Only the lines with the string "down" are needed; return each of them from the entries below.

## SUPPLIED MATERIAL

☆ ☆ ☆ ☆ ☆

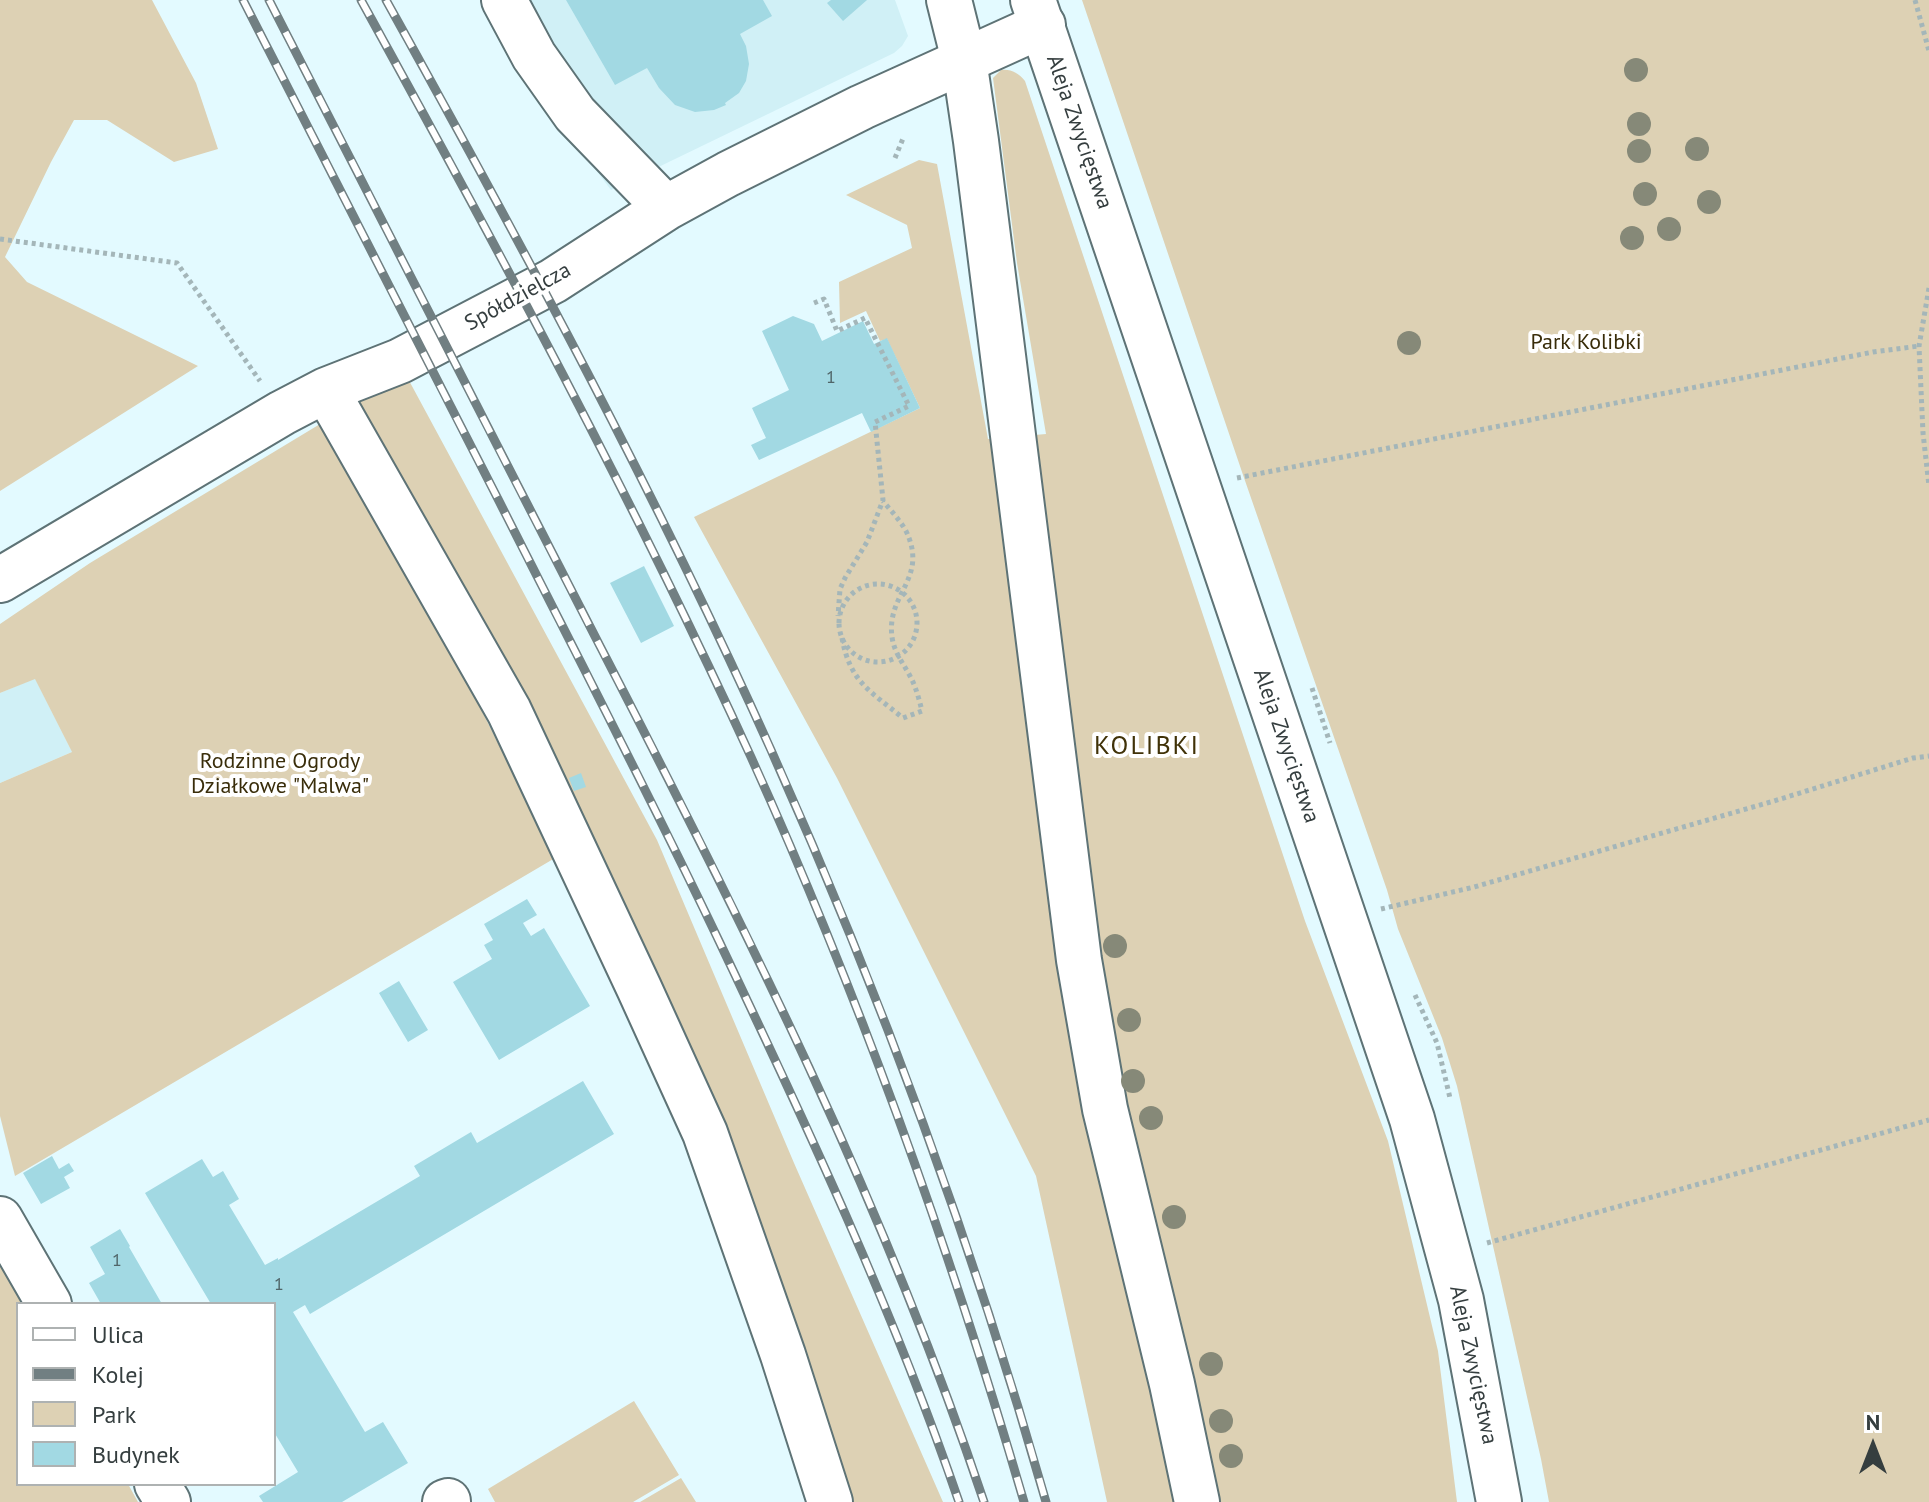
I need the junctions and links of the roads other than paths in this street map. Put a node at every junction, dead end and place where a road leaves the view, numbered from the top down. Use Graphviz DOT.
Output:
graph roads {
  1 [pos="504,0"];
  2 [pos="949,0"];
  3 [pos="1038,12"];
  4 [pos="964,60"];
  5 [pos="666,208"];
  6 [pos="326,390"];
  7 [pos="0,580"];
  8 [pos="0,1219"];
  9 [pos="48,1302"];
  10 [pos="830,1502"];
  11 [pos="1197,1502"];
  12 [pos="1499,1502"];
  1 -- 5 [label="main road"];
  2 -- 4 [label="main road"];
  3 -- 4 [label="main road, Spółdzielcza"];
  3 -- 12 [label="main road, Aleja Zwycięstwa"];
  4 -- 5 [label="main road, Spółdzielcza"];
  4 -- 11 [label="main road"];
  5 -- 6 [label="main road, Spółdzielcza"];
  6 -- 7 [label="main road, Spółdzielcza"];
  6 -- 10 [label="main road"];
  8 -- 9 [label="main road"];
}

☆ ☆ ☆ ☆ ☆

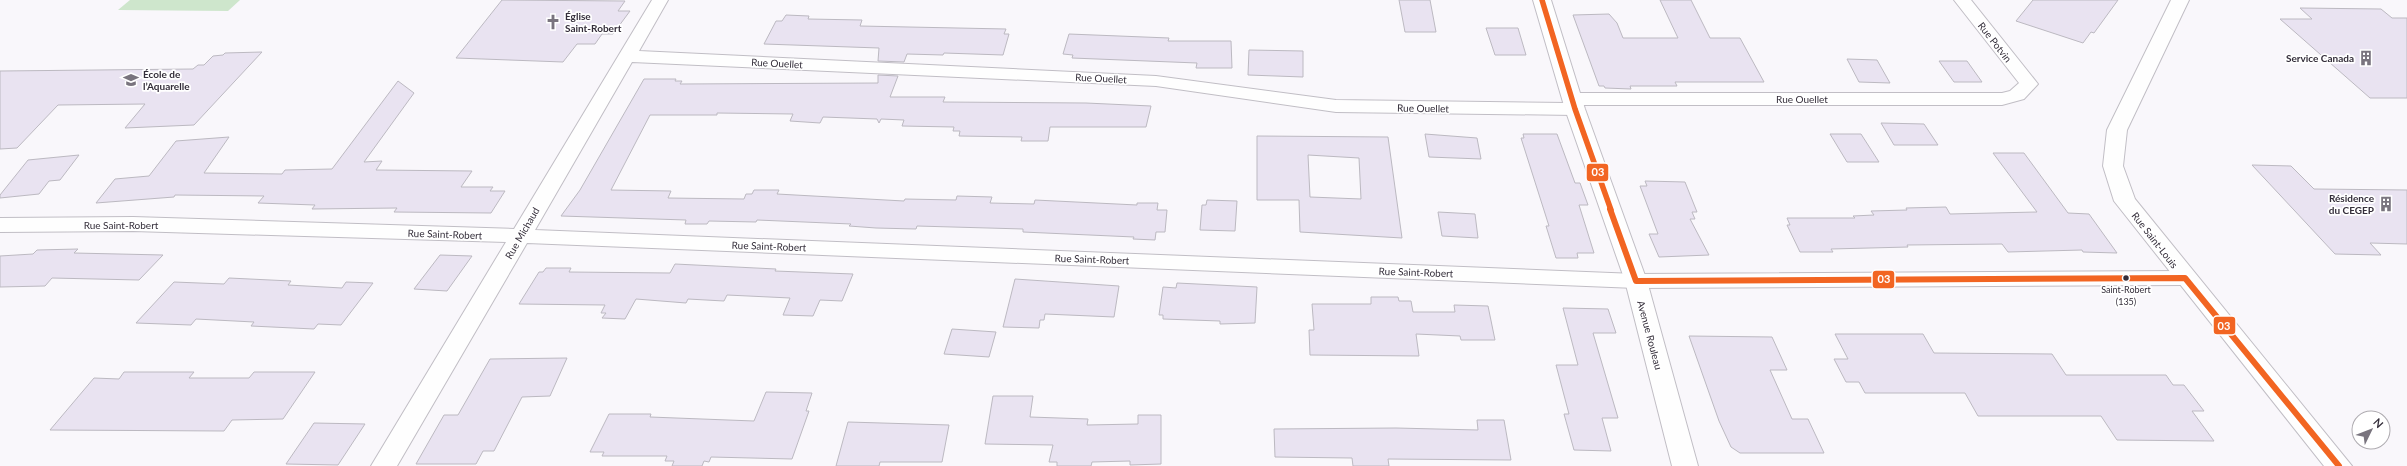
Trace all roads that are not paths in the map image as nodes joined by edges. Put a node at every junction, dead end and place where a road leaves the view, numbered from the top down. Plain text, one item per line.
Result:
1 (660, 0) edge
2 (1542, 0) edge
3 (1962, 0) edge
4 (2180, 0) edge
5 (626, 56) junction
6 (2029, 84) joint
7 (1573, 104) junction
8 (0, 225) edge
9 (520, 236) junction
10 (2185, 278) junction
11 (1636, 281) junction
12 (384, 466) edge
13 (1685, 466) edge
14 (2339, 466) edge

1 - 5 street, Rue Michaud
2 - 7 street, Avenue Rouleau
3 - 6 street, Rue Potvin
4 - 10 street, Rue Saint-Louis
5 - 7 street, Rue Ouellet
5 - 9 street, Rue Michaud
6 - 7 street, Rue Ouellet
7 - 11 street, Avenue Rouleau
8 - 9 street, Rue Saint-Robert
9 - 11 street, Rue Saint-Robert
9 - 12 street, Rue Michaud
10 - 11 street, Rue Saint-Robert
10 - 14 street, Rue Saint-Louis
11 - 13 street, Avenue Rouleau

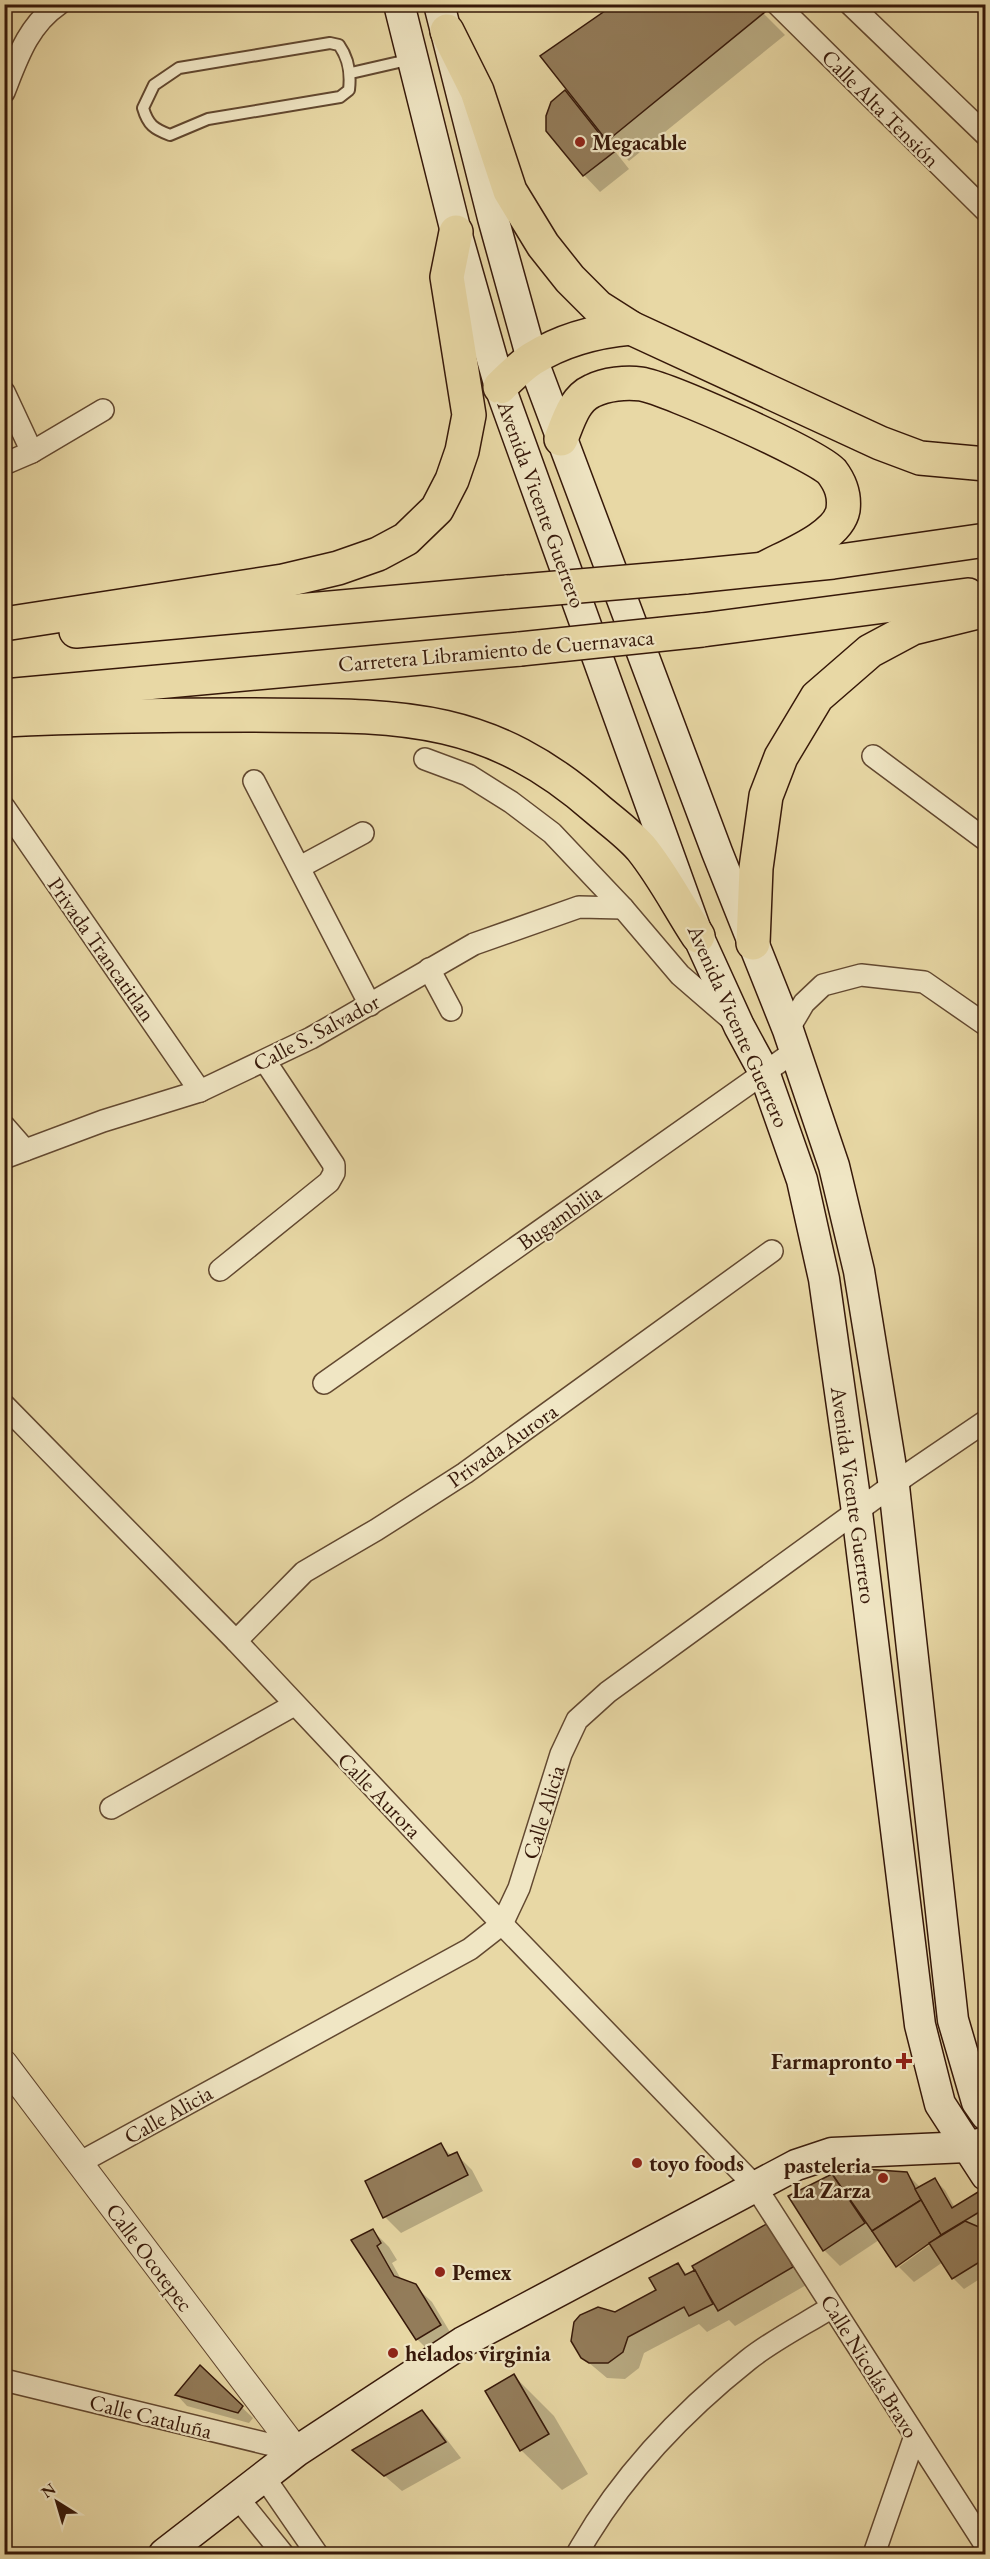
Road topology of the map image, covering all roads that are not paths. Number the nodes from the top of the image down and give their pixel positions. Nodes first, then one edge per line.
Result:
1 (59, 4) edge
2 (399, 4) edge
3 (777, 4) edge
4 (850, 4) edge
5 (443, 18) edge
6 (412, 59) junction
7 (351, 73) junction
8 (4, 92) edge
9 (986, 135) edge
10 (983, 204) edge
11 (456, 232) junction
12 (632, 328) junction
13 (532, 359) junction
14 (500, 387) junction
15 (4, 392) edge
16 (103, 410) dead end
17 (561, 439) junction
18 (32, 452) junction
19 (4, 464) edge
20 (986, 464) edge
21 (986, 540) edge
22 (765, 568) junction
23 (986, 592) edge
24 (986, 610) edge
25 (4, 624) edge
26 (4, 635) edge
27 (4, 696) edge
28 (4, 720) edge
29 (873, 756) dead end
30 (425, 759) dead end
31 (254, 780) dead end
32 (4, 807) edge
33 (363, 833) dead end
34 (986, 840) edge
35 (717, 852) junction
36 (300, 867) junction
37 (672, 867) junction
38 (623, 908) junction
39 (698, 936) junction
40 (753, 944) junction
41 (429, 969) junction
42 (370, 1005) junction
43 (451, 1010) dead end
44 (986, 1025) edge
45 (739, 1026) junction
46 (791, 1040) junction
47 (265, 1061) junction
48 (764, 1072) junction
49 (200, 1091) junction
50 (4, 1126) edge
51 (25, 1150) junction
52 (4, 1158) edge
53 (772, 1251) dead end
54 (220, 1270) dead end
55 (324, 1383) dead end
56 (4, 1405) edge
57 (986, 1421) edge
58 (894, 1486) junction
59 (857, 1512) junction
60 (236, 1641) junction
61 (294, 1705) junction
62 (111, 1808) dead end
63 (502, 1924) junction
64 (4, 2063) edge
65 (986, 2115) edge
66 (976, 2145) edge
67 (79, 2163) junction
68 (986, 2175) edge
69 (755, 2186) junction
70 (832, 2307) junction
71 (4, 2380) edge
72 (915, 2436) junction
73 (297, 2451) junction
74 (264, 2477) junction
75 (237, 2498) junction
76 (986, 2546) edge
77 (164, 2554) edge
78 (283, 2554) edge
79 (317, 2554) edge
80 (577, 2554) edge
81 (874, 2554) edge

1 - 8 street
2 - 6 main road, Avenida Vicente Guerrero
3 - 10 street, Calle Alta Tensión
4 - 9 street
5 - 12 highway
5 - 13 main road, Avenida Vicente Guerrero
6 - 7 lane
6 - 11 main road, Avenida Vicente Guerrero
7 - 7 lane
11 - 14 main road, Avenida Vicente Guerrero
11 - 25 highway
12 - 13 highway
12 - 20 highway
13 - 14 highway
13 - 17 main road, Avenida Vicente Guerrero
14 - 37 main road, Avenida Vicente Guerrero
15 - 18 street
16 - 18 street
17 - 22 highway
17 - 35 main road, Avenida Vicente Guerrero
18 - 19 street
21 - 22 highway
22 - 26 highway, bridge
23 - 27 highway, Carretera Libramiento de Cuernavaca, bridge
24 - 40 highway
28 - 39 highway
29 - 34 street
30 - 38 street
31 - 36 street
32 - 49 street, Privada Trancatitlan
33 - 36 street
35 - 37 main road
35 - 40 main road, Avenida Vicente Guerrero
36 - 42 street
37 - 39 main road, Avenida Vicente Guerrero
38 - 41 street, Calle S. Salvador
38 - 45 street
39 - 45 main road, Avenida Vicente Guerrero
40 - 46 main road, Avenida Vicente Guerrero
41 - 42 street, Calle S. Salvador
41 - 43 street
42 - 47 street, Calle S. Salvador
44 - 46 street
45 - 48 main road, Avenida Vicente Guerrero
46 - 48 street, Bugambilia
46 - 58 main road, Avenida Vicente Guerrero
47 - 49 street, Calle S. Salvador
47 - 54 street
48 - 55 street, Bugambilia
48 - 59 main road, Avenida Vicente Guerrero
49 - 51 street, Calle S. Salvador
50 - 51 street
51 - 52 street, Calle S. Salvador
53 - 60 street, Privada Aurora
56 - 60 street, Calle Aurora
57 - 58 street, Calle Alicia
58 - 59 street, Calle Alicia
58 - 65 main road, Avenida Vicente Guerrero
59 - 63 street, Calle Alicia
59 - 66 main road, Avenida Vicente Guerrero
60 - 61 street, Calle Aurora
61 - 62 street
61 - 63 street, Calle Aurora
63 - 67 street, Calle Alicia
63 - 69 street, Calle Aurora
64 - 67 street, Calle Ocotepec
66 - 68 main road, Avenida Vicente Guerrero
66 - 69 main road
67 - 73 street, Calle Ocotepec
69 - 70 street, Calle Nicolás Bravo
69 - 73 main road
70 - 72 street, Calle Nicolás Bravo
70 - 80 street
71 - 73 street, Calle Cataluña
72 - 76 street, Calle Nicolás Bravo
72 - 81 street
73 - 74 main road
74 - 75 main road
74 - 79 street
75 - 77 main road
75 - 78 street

☆ ☆ ☆ ☆ ☆

## TASK SOLUTION
I need the junctions and links of the roads other than paths in this street map. Put a node at every junction, dead end and place where a road leaves the view, numbered from the top down. Use Graphviz DOT.
Trace all roads that are not paths in the map image as nodes joined by edges. Put a node at every junction, dead end and place where a road leaves the view, numbered from the top down. Plain text, one item per line.
Road topology of the map image, covering all roads that are not paths. Number the nodes from the top of the image down and give their pixel positions. Nodes first, then one edge per line.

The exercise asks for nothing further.